Foi na realidade um almoço extraordinário. Primeiros a chegar à magnífica mansão de Cuckor, que nos recebeu calorosamente, vimos entrar, semicarregado por uma espécie de escravo negro com músculos consideráveis, um velho espectro cambaleante, venda no olho, que reconheci como John Ford. Eu nunca estivera com ele. Para minha grande surpresa, pois julgava que ele ignorava a minha existência, veio sentar ao meu lado num sofá e se disse feliz por me saber de volta a Hollywood. Contou inclusive que estava preparando um filme – ‘a big western’. Mas ele morreu alguns meses depois.

Nesse momento da conversa, ouvimos uns passinhos se arrastando no assoalho. Virei e vi Hitchcock, que entrava na sala, todo róseo e roliço, e se dirigia para mim com os braços estendidos. Eu tampouco o conhecia, mas sabia que por diversas vezes havia me tecido elogios publicamente. Veio sentar ao meu lado, depois exigiu ficar à minha esquerda durante o almoço. Com uma das mãos em volta do meu pescoço, meio deitado no meu ombro, não cessava de falar de sua adega, de seu regime (comia muito pouco) e sobretudo da perna cortada de ‘Tristana’: “Ah, aquela perna…’.

Em seguida chegaram William Wyler, Billy Wilder, George Stevens, Ruben Mamoulian, Robert Wise e um diretor muito mais novo, Robert Mulligan. Passamos à mesa após alguns aperitivos, na penumbra de uma grande sala de jantar iluminada por candelabros. Em minha homenagem realizava-se uma estranha reunião de fantasmas que nunca haviam se reunido antes, todos falando dos ‘good old days’, os bons e velhos tempos.

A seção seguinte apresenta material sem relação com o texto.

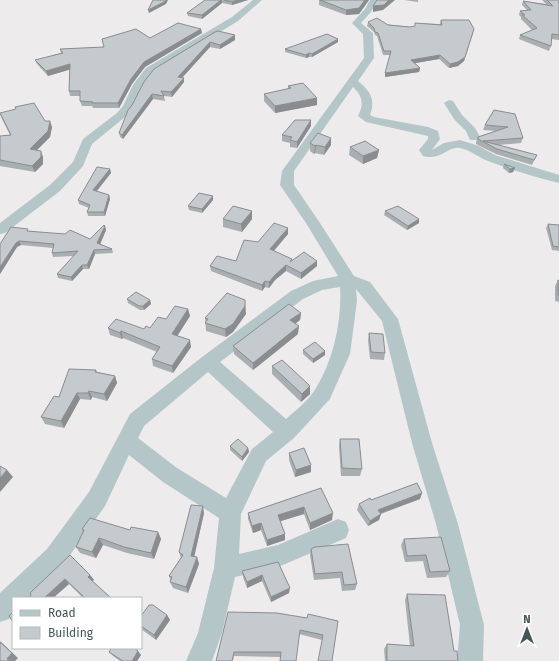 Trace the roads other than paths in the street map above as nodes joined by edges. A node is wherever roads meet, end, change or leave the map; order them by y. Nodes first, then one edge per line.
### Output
1 (258, 0) edge
2 (374, 0) edge
3 (352, 81) junction
4 (449, 103) dead end
5 (455, 128) dead end
6 (474, 137) junction
7 (476, 149) junction
8 (559, 179) edge
9 (0, 230) edge
10 (348, 280) junction
11 (208, 362) junction
12 (287, 432) junction
13 (126, 441) junction
14 (230, 513) junction
15 (338, 530) dead end
16 (226, 568) junction
17 (13, 597) edge
18 (12, 598) edge
19 (0, 610) edge
20 (199, 661) edge
21 (470, 661) edge

1 - 9 street
2 - 3 street
3 - 7 street
3 - 10 street
4 - 6 street
5 - 6 street
6 - 7 street
7 - 8 street
10 - 11 street
10 - 12 street
10 - 21 street
11 - 12 street
11 - 13 street
12 - 14 street
13 - 14 street
13 - 17 street
14 - 16 street
15 - 16 street
16 - 20 street
18 - 19 street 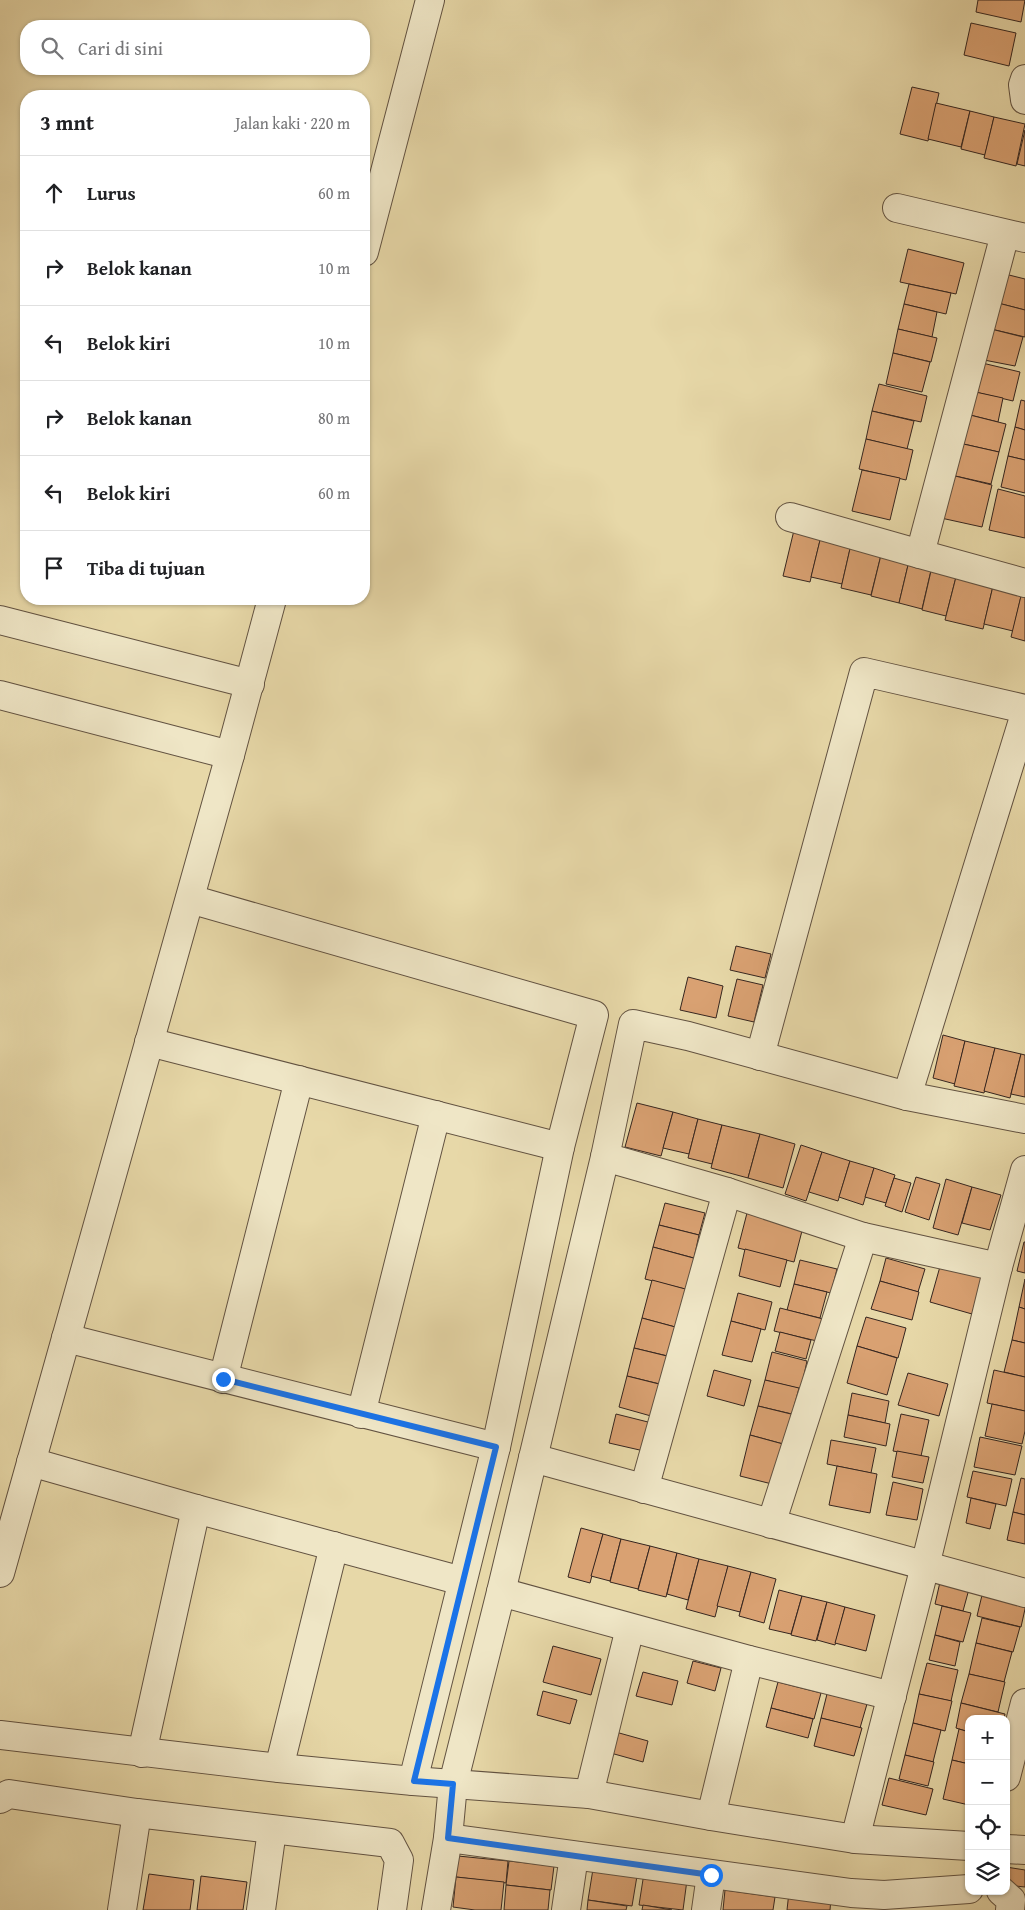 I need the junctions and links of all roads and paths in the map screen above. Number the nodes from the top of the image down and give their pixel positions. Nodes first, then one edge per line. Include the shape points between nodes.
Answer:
1 (430, 0) edge
2 (1025, 79) edge
3 (1025, 100) edge
4 (897, 208) dead end
5 (370, 229) edge
6 (1015, 236) edge
7 (790, 517) dead end
8 (920, 554) junction
9 (1025, 583) edge
10 (270, 605) edge
11 (0, 620) edge
12 (250, 684) junction
13 (0, 695) edge
14 (1025, 709) edge
15 (1025, 714) edge
16 (230, 755) junction
17 (190, 899) junction
18 (149, 1042) junction
19 (760, 1056) junction
20 (299, 1080) junction
21 (907, 1096) junction
22 (436, 1115) junction
23 (1025, 1119) edge
24 (560, 1147) junction
25 (605, 1157) junction
26 (1025, 1170) edge
27 (727, 1192) junction
28 (863, 1237) junction
29 (998, 1266) junction
30 (66, 1338) junction
31 (223, 1379) junction
32 (361, 1414) junction
33 (496, 1447) junction
34 (533, 1458) junction
35 (31, 1462) junction
36 (644, 1489) junction
37 (196, 1509) junction
38 (771, 1524) junction
39 (334, 1546) junction
40 (925, 1566) junction
41 (0, 1574) edge
42 (462, 1581) junction
43 (501, 1592) junction
44 (1025, 1593) edge
45 (630, 1628) junction
46 (749, 1660) junction
47 (892, 1696) junction
48 (1025, 1703) edge
49 (0, 1734) edge
50 (142, 1753) junction
51 (1010, 1761) edge
52 (278, 1768) junction
53 (414, 1781) junction
54 (589, 1794) junction
55 (0, 1799) edge
56 (450, 1811) junction
57 (137, 1813) junction
58 (711, 1816) junction
59 (272, 1830) junction
60 (855, 1839) junction
61 (965, 1846) edge
62 (1010, 1849) edge
63 (1025, 1850) edge
64 (574, 1856) junction
65 (711, 1875) junction
66 (965, 1890) edge
67 (1005, 1895) edge
68 (850, 1902) edge
69 (883, 1902) edge
70 (122, 1910) edge
71 (261, 1910) edge
72 (392, 1910) edge
73 (436, 1910) edge
74 (566, 1910) edge
75 (706, 1910) edge
76 (1010, 1910) edge

1 - 5 street
2 - 3 street
4 - 6 street
6 - 8 street
7 - 8 street
8 - 9 street
10 - 12 street
11 - 12 street
12 - 16 street
13 - 16 street
14 - 19 street via 864,672
15 - 21 street
16 - 17 street
17 - 18 street
17 - 24 street via 594,1015
18 - 20 street
18 - 30 street
19 - 21 street
19 - 25 street via 633,1024
20 - 22 street
20 - 31 street
21 - 23 street
22 - 24 street
22 - 32 street
24 - 33 street
25 - 27 street
25 - 34 street
26 - 29 street
27 - 28 street
27 - 36 street
28 - 29 street
28 - 38 street
29 - 40 street
30 - 31 street
30 - 35 street
31 - 32 street
32 - 33 street
33 - 42 street
34 - 36 street
34 - 43 street
35 - 37 street
35 - 41 street
36 - 38 street
37 - 39 street
37 - 50 street
38 - 40 street
39 - 42 street
39 - 52 street
40 - 44 street
40 - 47 street
42 - 53 street
43 - 45 street
43 - 56 street
45 - 46 street
45 - 54 street
46 - 47 street
46 - 58 street
47 - 60 street
48 - 51 street
49 - 50 street
50 - 52 street
52 - 53 street
53 - 56 street
54 - 56 street
54 - 58 street
55 - 57 street via 9,1794
56 - 64 street
56 - 73 street
57 - 59 street
57 - 70 street
58 - 60 street
59 - 71 street
59 - 72 street via 390,1843 399,1860
60 - 61 street
62 - 63 street
64 - 65 street
64 - 74 street
65 - 68 street
65 - 75 street
66 - 69 street
67 - 76 street via 1011,1900
68 - 69 street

De ‘Ben Hur’ a ‘Amor, Sublime Amor’, de ‘Quanto Mais Quente Melhor’ a ‘Interlúdio’, de ‘No Tempo das Diligências’ a ‘Assim Caminha a Humanidade’, quantos filmes ao redor daquela mesa…

Depois da refeição, alguém teve a idéia de mandar chamar um fotógrafo da imprensa para tirar o retrato da família. A fotografia devia ser o ‘collector’s items’ do ano. Infelizmente, John Ford não figura nela. Seu escravo negro voltara para pegá-lo no meio do almoço. Ele nos disse até logo debilmente e, esbarrando nas mesas, partiu para não mais nos ver. (…)

No dia seguinte, Fritz Lang me convidou para visitá-lo em sua casa. Muito cansado, ele não pudera comparecer ao almoço na casa de Cukor. Eu tinha 72 anos na época. Fritz Lang já passava dos oitenta. Nos encontrávamos pela primeira vez. Conversamos durante uma hora e tive tempo de lhe dizer o papel decisivo que todos os seus filmes haviam representado na escolha da minha vida. Depois, antes de me despedir – isso não está nos meus hábitos –, pedi que me dedicasse uma fotografia. Bastante surpreso, procurou uma e autografou para mim. (…) Uma dedicatória maravilhosa. Em seguida, me despedi e voltei para o hotel. Não sei direito o que fiz com essa fotografia”.

Luis Buñuel em “Meu Último Suspiro” (Cosac Naify)

A foto: Los Angeles, 1972 (from left to right standing) Robert Mulligan, William Wyler, George Cukor, Robert Wise, Jean-Claude Carrière, Serge Silberman; sentados) Billy Wilder, George Stevens, Buñuel, Alfred Hitchcock, Rouben Mamoulian.